__REQUIRED ACTION__: Search the entries for the word "Write" and report each line that has it.

MATERIAL FOR THIS TASK below:

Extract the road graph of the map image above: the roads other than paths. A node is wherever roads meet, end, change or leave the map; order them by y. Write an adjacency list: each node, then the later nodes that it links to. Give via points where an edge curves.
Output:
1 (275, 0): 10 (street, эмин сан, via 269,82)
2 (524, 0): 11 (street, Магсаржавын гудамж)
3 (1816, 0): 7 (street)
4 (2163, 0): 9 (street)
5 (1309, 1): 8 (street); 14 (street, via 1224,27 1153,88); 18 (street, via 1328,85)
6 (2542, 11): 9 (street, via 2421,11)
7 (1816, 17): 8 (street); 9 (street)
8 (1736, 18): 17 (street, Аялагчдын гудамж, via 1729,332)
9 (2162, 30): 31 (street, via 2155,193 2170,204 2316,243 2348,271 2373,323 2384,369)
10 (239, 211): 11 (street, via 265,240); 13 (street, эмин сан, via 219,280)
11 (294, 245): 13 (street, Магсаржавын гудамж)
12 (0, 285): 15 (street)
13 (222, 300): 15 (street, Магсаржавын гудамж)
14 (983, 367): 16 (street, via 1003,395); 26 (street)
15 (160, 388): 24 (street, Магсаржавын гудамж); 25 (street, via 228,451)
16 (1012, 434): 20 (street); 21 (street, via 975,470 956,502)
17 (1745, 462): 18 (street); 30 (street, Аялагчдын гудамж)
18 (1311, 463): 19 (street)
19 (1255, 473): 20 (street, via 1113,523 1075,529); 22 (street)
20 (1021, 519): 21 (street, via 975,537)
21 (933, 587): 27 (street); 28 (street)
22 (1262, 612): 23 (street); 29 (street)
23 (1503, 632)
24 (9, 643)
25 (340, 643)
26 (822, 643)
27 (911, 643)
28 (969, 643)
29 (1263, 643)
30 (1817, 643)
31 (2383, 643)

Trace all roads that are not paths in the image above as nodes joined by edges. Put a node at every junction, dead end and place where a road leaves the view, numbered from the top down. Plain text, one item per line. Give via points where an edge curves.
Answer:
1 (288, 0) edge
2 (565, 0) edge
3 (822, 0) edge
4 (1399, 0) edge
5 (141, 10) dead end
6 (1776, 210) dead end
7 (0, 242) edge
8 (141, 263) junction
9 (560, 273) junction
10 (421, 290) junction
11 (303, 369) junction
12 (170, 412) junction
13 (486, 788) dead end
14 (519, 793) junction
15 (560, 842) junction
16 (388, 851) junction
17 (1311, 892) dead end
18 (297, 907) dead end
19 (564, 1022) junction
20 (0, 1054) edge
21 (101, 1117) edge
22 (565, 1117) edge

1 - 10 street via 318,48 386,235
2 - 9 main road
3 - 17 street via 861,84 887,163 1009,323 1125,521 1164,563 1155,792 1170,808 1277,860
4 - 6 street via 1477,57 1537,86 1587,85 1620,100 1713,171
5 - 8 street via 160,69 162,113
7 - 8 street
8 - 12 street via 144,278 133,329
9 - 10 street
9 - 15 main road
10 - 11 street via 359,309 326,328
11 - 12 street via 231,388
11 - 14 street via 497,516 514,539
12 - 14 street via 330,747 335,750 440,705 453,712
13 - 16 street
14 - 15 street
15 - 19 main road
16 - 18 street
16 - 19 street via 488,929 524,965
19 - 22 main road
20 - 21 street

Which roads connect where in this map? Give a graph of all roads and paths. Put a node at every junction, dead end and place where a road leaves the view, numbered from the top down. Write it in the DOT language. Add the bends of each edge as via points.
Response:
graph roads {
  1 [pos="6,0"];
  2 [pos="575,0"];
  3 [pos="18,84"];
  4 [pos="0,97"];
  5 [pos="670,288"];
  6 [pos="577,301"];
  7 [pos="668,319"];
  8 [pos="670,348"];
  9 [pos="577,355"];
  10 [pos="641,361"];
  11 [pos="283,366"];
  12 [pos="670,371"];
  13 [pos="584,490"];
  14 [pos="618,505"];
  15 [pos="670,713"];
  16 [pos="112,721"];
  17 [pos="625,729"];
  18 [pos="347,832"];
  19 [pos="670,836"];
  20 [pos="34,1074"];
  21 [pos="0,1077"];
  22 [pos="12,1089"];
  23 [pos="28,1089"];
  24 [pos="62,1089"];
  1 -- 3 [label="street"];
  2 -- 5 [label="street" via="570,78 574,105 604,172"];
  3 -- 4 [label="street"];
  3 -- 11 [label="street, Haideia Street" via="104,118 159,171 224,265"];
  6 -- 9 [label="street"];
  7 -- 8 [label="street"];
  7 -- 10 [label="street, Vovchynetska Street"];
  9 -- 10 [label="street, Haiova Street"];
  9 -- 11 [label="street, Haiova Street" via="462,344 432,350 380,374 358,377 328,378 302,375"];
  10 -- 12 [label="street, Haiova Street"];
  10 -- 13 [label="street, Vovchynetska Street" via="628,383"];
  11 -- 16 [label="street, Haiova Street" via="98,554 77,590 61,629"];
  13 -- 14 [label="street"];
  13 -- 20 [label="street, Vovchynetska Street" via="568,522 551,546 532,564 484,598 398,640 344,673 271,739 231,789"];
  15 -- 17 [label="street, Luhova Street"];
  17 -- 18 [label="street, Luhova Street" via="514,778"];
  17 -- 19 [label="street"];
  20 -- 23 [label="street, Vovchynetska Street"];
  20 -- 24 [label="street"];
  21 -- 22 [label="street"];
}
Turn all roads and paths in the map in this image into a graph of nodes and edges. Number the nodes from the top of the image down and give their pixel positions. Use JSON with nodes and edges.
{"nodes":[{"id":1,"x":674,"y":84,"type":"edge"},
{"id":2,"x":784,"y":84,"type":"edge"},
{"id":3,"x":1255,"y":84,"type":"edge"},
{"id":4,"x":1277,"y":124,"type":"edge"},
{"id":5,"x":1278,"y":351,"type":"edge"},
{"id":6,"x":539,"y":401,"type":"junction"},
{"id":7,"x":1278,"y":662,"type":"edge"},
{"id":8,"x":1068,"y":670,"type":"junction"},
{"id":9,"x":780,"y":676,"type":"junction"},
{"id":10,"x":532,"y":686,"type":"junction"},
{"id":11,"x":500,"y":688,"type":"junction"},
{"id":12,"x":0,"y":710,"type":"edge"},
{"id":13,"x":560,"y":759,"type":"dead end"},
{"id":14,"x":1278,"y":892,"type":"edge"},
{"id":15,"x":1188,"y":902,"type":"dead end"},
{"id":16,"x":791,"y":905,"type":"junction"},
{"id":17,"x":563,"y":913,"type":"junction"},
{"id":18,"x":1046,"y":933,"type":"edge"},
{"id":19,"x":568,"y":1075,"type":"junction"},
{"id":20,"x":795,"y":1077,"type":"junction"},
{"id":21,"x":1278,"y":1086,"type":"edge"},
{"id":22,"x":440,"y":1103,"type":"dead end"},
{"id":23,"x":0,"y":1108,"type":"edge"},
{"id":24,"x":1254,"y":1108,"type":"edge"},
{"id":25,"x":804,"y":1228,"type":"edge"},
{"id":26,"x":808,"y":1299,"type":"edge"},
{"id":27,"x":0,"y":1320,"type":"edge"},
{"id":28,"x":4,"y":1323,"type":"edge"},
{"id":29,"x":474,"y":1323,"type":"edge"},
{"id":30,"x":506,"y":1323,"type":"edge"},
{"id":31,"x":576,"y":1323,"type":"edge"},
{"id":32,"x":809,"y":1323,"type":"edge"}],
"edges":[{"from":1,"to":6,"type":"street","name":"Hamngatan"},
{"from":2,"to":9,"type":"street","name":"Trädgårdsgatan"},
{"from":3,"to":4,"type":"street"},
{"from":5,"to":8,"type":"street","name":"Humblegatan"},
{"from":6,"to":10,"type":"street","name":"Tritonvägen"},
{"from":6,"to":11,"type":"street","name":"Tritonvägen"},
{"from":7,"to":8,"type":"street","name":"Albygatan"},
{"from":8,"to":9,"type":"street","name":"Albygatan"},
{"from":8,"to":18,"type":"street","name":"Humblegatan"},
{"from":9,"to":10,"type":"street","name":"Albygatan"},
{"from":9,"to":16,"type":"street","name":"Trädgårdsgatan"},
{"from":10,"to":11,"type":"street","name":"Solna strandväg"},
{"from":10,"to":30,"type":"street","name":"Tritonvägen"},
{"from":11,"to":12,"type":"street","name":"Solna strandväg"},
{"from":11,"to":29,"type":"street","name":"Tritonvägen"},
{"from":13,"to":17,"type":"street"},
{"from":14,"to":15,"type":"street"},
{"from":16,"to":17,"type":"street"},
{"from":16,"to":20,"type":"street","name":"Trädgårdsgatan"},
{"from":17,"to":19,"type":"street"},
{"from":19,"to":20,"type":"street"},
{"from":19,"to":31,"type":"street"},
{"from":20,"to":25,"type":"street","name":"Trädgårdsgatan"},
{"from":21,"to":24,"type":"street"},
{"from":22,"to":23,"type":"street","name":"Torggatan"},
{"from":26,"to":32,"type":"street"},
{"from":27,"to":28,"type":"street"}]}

End of MATERIAL FOR THIS TASK.

__REPLY__:
Extract the road graph of the map image above: the roads other than paths. A node is wherever roads meet, end, change or leave the map; order them by y. Write an adjacency list: each node, then the later nodes that it links to. Give via points where an edge curves.
Which roads connect where in this map? Give a graph of all roads and paths. Put a node at every junction, dead end and place where a road leaves the view, numbered from the top down. Write it in the DOT language. Add the bends of each edge as via points.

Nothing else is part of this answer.